● Required work
Scan the entries below for the word "胜利中路" and copy every line in which it occurs.
▬▬▬▬▬▬▬▬▬▬
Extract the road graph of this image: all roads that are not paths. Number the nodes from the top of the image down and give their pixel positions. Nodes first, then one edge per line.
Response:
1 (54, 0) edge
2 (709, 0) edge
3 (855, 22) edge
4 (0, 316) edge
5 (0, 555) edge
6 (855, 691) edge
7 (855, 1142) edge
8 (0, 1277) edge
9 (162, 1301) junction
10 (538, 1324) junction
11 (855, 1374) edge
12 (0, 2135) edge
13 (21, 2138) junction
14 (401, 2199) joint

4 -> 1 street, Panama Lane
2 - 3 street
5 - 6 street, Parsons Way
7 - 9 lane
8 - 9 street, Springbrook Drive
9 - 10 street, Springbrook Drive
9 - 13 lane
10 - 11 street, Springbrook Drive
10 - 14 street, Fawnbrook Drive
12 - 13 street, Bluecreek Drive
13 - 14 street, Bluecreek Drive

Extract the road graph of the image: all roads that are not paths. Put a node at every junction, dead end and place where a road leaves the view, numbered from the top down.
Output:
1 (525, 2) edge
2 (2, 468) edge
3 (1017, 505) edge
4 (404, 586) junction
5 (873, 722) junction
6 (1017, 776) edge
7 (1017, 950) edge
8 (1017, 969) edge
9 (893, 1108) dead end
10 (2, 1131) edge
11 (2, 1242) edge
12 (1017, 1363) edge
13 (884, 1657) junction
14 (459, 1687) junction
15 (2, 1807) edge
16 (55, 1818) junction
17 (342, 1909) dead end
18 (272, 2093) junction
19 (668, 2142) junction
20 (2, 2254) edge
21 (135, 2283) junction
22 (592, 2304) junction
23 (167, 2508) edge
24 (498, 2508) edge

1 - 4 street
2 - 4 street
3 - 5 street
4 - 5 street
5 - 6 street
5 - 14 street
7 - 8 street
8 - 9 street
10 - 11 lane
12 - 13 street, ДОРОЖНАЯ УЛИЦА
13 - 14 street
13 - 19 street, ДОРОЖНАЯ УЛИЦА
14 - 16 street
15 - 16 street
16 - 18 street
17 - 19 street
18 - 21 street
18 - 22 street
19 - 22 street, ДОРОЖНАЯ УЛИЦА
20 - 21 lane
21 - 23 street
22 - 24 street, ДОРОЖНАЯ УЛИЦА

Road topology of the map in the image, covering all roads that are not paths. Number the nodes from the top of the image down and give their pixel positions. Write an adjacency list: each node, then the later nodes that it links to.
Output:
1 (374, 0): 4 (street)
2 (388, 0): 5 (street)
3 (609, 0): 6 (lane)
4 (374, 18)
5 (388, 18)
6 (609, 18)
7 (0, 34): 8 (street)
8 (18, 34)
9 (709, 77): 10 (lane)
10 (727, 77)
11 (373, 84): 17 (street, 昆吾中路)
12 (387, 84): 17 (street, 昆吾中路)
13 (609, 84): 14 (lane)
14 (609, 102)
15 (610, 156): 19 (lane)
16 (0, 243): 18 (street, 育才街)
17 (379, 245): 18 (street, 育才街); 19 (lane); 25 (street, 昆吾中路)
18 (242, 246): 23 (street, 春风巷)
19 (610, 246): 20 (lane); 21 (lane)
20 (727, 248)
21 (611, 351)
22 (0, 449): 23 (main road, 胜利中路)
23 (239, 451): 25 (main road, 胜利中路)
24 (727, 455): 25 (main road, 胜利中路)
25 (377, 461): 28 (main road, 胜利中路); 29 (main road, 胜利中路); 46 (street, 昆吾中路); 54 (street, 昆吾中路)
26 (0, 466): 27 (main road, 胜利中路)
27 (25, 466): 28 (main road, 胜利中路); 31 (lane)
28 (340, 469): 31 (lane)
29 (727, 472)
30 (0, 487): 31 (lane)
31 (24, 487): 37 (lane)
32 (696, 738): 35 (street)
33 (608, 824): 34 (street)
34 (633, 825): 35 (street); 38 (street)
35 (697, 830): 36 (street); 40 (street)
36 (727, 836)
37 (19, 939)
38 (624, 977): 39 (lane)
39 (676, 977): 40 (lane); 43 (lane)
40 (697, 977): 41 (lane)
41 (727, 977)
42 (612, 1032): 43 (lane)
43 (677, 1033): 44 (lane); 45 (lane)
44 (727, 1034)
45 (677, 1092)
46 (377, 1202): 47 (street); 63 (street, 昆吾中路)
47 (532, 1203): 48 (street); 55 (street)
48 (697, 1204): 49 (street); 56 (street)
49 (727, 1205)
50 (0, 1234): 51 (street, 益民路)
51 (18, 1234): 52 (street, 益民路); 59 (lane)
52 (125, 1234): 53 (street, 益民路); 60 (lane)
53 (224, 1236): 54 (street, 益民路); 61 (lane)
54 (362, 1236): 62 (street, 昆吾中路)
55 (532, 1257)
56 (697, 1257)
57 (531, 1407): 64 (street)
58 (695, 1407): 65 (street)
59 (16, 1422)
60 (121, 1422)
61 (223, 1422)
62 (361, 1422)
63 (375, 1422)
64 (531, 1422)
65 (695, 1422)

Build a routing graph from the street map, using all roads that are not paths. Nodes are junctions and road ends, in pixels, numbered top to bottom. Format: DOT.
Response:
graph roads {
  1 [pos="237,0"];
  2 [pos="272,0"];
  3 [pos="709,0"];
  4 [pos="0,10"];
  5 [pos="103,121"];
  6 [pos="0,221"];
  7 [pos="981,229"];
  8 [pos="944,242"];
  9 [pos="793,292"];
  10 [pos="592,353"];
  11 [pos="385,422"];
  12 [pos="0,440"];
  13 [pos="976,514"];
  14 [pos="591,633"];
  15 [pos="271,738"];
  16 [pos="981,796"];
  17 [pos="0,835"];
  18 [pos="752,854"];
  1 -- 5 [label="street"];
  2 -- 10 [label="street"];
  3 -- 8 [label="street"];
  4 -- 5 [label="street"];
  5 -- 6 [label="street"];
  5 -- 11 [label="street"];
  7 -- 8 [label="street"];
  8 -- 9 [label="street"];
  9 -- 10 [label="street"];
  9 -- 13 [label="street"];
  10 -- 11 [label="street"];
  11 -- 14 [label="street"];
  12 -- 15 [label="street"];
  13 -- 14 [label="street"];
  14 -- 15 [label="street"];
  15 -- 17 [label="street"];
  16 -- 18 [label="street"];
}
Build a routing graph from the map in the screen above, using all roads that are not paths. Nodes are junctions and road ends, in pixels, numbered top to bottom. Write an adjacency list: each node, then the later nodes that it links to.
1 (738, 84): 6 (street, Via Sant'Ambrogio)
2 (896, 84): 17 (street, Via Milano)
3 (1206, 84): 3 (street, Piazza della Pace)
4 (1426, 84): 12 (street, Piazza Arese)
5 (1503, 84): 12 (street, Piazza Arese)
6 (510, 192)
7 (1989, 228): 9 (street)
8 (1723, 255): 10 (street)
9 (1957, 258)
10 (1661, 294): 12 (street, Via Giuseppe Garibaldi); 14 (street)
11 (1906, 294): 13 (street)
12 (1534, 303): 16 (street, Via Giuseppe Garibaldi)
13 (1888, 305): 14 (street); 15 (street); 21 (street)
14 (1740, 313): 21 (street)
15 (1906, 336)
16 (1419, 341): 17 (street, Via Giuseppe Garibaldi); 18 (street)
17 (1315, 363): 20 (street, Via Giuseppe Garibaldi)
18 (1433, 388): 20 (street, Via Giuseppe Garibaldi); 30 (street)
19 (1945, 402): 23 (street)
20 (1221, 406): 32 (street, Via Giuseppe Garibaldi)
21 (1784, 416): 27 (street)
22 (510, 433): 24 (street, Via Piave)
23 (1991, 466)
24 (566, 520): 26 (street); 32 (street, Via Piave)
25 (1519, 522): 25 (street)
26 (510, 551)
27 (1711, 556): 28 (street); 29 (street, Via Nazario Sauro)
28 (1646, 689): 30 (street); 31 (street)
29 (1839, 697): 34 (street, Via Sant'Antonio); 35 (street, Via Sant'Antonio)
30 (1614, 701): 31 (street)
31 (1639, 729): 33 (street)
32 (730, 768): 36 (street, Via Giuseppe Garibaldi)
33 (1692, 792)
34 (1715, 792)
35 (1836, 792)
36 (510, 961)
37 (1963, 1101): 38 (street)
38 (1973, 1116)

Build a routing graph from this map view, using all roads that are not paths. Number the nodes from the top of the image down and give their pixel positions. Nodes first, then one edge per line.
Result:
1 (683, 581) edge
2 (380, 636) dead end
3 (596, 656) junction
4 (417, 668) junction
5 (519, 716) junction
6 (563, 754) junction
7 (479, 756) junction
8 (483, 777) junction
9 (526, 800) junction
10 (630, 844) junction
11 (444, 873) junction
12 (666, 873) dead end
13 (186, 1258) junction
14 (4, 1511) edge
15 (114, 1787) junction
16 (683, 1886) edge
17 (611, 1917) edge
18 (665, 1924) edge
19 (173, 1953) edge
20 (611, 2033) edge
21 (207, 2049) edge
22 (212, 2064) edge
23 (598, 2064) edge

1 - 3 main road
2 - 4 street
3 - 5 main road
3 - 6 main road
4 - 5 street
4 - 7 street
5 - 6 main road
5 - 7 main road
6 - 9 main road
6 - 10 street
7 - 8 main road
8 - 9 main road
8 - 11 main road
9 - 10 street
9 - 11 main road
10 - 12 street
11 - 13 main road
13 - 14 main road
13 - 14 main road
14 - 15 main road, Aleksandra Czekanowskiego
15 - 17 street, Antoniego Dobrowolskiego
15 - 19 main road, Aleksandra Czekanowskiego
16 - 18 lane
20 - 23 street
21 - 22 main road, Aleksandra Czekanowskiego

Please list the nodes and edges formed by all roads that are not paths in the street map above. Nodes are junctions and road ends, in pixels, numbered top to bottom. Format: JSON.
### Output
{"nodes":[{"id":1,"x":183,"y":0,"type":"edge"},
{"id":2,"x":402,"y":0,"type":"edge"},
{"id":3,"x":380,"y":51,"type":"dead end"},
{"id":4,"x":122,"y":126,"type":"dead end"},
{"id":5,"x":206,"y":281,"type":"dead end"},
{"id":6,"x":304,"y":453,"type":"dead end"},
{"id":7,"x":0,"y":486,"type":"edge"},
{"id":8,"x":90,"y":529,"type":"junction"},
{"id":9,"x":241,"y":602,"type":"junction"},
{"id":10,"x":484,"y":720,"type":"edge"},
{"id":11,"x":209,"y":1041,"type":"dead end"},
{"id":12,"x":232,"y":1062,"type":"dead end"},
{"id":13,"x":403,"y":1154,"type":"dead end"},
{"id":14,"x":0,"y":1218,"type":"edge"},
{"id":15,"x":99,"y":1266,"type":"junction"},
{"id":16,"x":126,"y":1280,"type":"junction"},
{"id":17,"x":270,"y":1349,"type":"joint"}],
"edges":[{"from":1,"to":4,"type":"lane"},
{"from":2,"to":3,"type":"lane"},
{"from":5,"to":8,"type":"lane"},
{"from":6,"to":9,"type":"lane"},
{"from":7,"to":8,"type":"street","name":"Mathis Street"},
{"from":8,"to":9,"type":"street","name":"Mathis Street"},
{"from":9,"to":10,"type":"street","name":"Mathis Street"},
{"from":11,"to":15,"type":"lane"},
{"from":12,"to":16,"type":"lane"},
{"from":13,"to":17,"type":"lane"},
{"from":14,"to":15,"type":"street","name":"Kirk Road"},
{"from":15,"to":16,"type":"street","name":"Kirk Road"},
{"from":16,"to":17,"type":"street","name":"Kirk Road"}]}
▬▬▬▬▬▬▬▬▬▬
● Answer section
22 (0, 449): 23 (main road, 胜利中路)
23 (239, 451): 25 (main road, 胜利中路)
24 (727, 455): 25 (main road, 胜利中路)
25 (377, 461): 28 (main road, 胜利中路); 29 (main road, 胜利中路); 46 (street, 昆吾中路); 54 (street, 昆吾中路)
26 (0, 466): 27 (main road, 胜利中路)
27 (25, 466): 28 (main road, 胜利中路); 31 (lane)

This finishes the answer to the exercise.